What are the different types of sealants and what should they be used for?
Sealant is a material used in a plethora of DIY projects, but as there are so many different types available it can be confusing to inexperienced DIY-ers. People occasionally get sealant and adhesives confused too, with sealants meant to be used to close gaps between materials compared to adhesives attaching them together. Although some sealants can be used in the same way as adhesives, they generally do not keep things stuck together and are designed to shrink to create tight seals. Below is a list of all of the various types of sealant that you may come across, and what each one is best suited for.
Acoustic sealant is used to prevent noise from filtering through gaps in building material. It is different to regular caulk in that it remains soft and flexible to help absorb sound, and is therefore often used in soundproofing. It can also create a barrier against moisture and vapours, as well as absorb vibrations to lessen noise.
Adhesive sealant is not as strong compared to traditional adhesives, but it is still ideal for applications that require glueing and sealing simultaneously, such as skirting boards.
Butyl sealant is normally rubber-based, but sticks well to a variety of materials. Unlike other sealants, it does not need to cure, making it flexible and able to resist UV, moisture and ageing. Although it is water-resistant, it is prone to tearing when moving around and cannot be painted over. It can also be stringy and has a runny consistency, which can make application messy.
Elastic sealant is rubbery and applied in thick layers, which are used to fill in or seal up large areas. Although the sealant will dry hard, it will maintain its flexibility so that it can expand between surfaces to create a watertight barrier.
Unlike other sealants, this is not a foam or paste, but a thin, clear layer that can be applied to flooring surfaces. If your home has porous flooring, you will need a layer of floor sealant to provide a barrier to protect from stains, bacteria, moisture and other signs of wear. However, there are many different types that will depend on what kind of flooring you have, so ensure you have checked the label to see if it is appropriate.
Foam sealant is used in homes or places where there are large gaps and cracks to form a barrier against air escaping. It is easy to apply, and is sprayed on in thick layers with a spray can. This type of sealant will expand after application so that it can cover a wider area. Various brands will have different expansion rates, so it is vital that the sealant is given adequate time to dry before being trimmed back.
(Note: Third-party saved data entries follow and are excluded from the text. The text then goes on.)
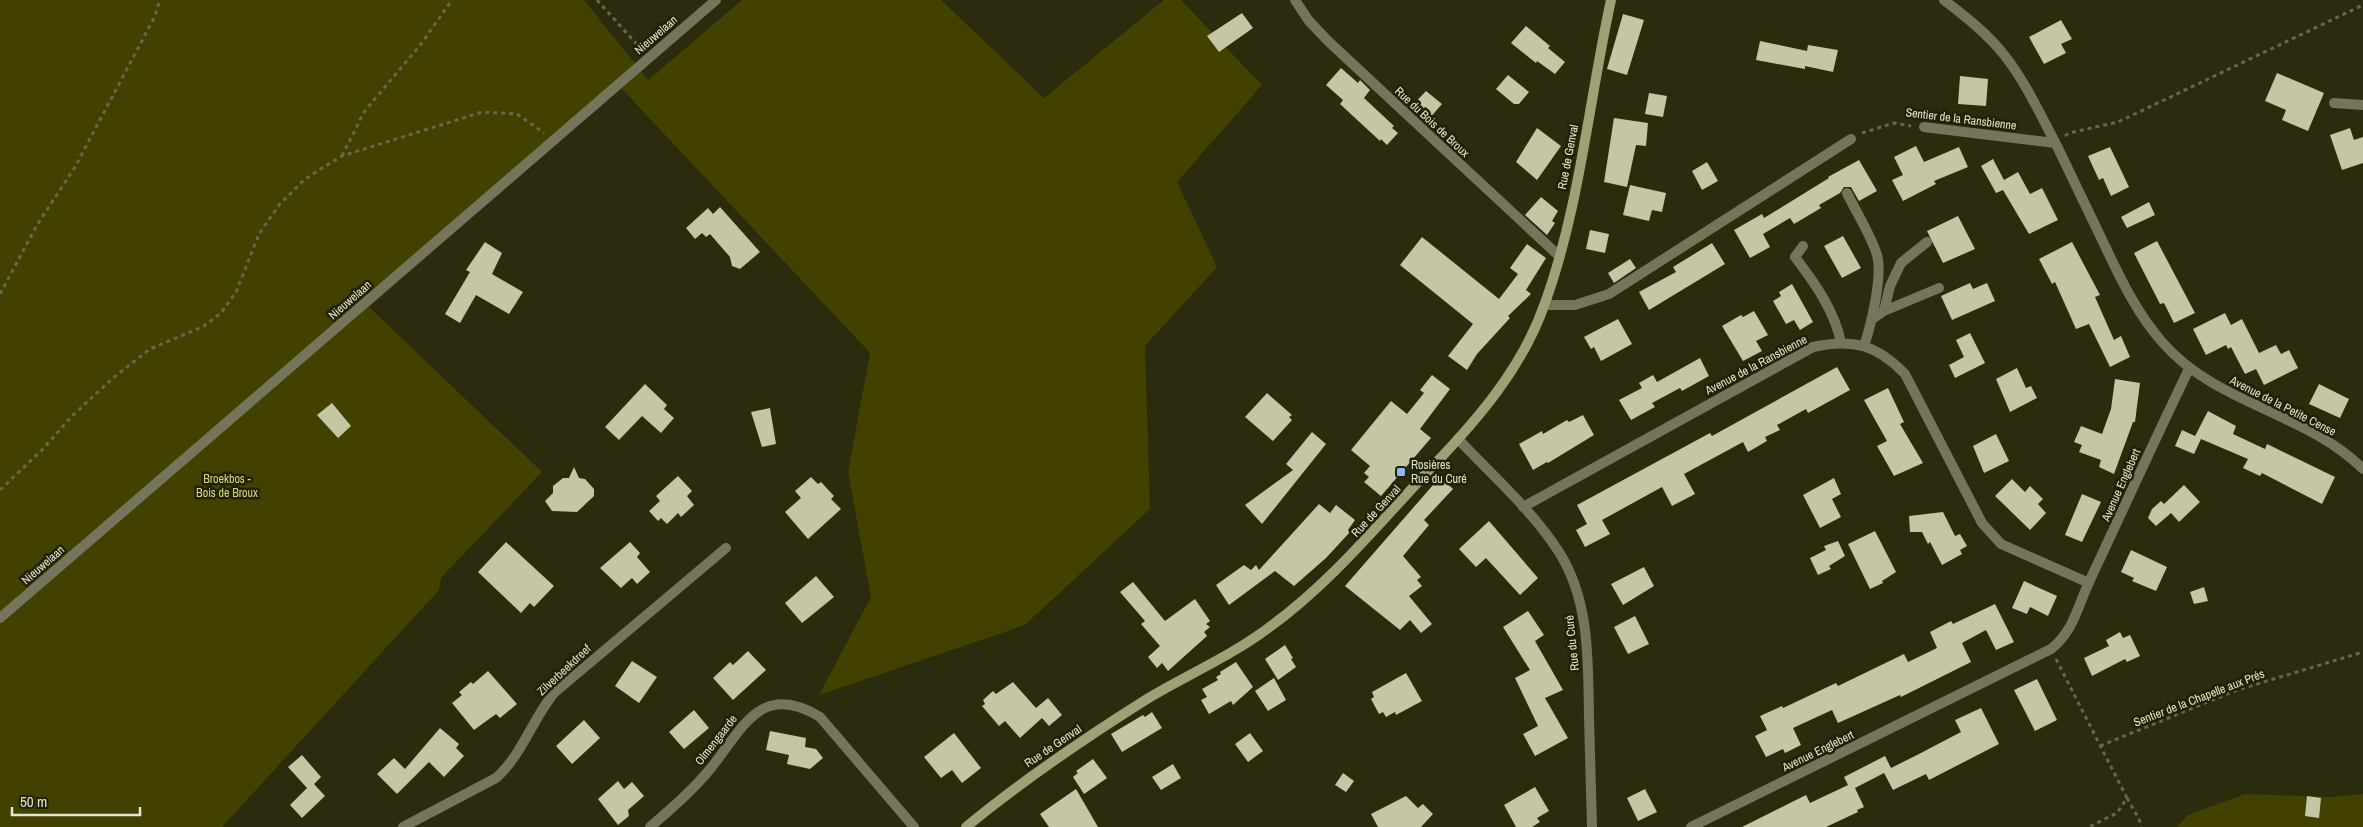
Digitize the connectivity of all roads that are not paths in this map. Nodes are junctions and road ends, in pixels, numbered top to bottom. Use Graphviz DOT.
graph roads {
  1 [pos="716,0"];
  2 [pos="1295,0"];
  3 [pos="1611,0"];
  4 [pos="1944,0"];
  5 [pos="2334,103"];
  6 [pos="2363,105"];
  7 [pos="1924,128"];
  8 [pos="1851,139"];
  9 [pos="2055,143"];
  10 [pos="1847,193"];
  11 [pos="1926,242"];
  12 [pos="1803,246"];
  13 [pos="1559,256"];
  14 [pos="1939,288"];
  15 [pos="1545,305"];
  16 [pos="1884,311"];
  17 [pos="1871,320"];
  18 [pos="1841,343"];
  19 [pos="1864,346"];
  20 [pos="2189,369"];
  21 [pos="1458,439"];
  22 [pos="2363,468"];
  23 [pos="1523,508"];
  24 [pos="726,548"];
  25 [pos="2089,583"];
  26 [pos="0,618"];
  27 [pos="403,827"];
  28 [pos="650,827"];
  29 [pos="914,827"];
  30 [pos="966,827"];
  31 [pos="1592,827"];
  32 [pos="1691,827"];
  1 -- 26 [label="street, Nieuwelaan"];
  2 -- 13 [label="street, Rue du Bois de Broux"];
  3 -- 13 [label="street, Rue de Genval"];
  4 -- 9 [label="street"];
  5 -- 6 [label="street"];
  7 -- 9 [label="street, Sentier de la Ransbienne"];
  8 -- 15 [label="street"];
  9 -- 20 [label="street"];
  10 -- 17 [label="street"];
  11 -- 16 [label="street"];
  12 -- 18 [label="street"];
  13 -- 15 [label="street, Rue de Genval"];
  14 -- 16 [label="street"];
  15 -- 21 [label="street, Rue de Genval"];
  16 -- 17 [label="street"];
  17 -- 19 [label="street"];
  18 -- 19 [label="street, Avenue de la Ransbienne"];
  18 -- 23 [label="street, Avenue de la Ransbienne"];
  19 -- 25 [label="street, Avenue de la Ransbienne"];
  20 -- 22 [label="street, Avenue de la Petite Cense"];
  20 -- 25 [label="street, Avenue Englebert"];
  21 -- 23 [label="street, Rue du Curé"];
  21 -- 30 [label="street, Rue de Genval"];
  23 -- 31 [label="street, Rue du Curé"];
  24 -- 27 [label="street, Zilverbeekdreef"];
  25 -- 32 [label="street, Avenue Englebert"];
  28 -- 29 [label="street, Olmengaarde"];
}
Latex sealants are water based, probably being the most versatile and popular type used in DIY. They have a lot less odour than other sealants, few volatile organic compounds (VOCs), and it can also be painted over. It is also much cheaper than most other kinds of sealant, and adheres to the majority of common building materials. Another benefit is that it can be cleaned up with soap and water instead of chemical solvents. However, when compared to other sealants, it is only moderately water resistant and requires up to seventy two hours to properly cure.
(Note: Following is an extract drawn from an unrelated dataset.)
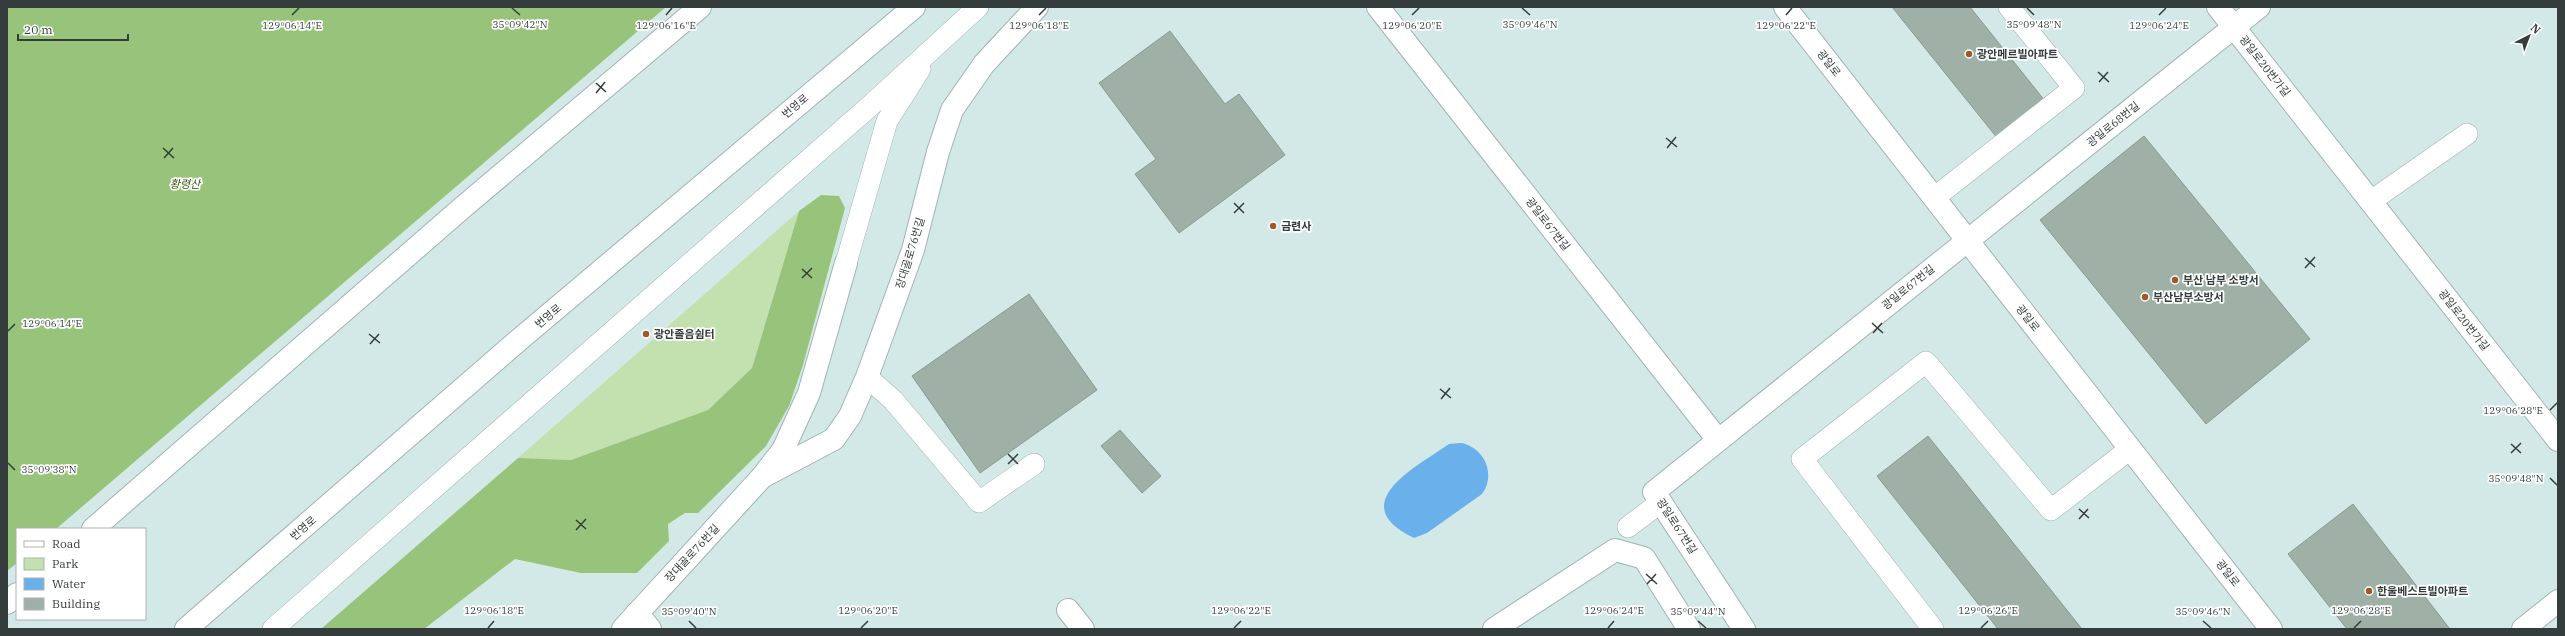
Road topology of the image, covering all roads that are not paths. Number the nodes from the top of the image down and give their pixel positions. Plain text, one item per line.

Patio sealant is similar to floor sealant, except it is formulated to withstand harsh outdoor conditions. It penetrates into the surface of a patio to lessen the growth of bacteria and prevent damage caused by moisture during freeze and thaw cycles. If you are experienced at DIY you will likely be able to apply this yourself, but most people will find it beneficial to hire a professional to do this for them.
Polyurethane sealant is tough, and known for its resistance to abrasion. Once this kind of sealant has dried, it produces a hard-wearing elastic seal that is suitable to be used for stone, plastic, rubber, wood and metals. However, due to its high performance, polyurethane may be hard to apply correctly and can also be expensive.
Silicone sealants are able to withstand temperature changes, will not fade from UV exposure and can remain flexible for a long time. They are completely waterproof, whereas most other sealants are only water-resistant or watertight. As a result, in the home they can be used for applications involving sinks, baths, showers and window frames. However, their performance and versatility mean that they are often expensive. Silicone sealant also has a strong smell that can be unappealing, and they are not suitable for being painted over.
Stone and Tile
If you have natural stone in your home, like granite or marble, this will have a porous surface because of the mineral micro-channels present within the stone, which is also an issue with most types of tile. This makes it prone to staining and bacteria can thrive in this kind of environment, which means that applying a proper stone or tile sealant is essential. Similar to floor and patio sealant, stone or tile sealant will provide a protective barrier to preserve the material and help to keep it clean.
Urethane sealant has most of the same strengths as silicone, but unlike silicone sealant it can actually be painted. They are best used for projects where you need a strong resistance to tearing or a minimal amount of shrinking that most sealant is prone to. However, urethane will need a lot of curing time and may not always work well on certain types of plastic. It can be difficult to wash off skin, and painting this kind of sealant is a requirement as it will degrade when exposed to UV light.
When applying sealant, always wear gloves and goggles to protect yourself. Application should take place in a well ventilated area due to the potential build up of vapours in the air, which should not be inhaled if possible. For easy application, use a sealant gun that will hold the sealant cartridge for you, before using a wet finger or silicone smoother to smooth the sealant and get rid of any excess. It is important to remember that although the sealant may be dry to the touch fairly quickly, it should be left to cure for the correct amount of time according to the manufacturer’s instructions.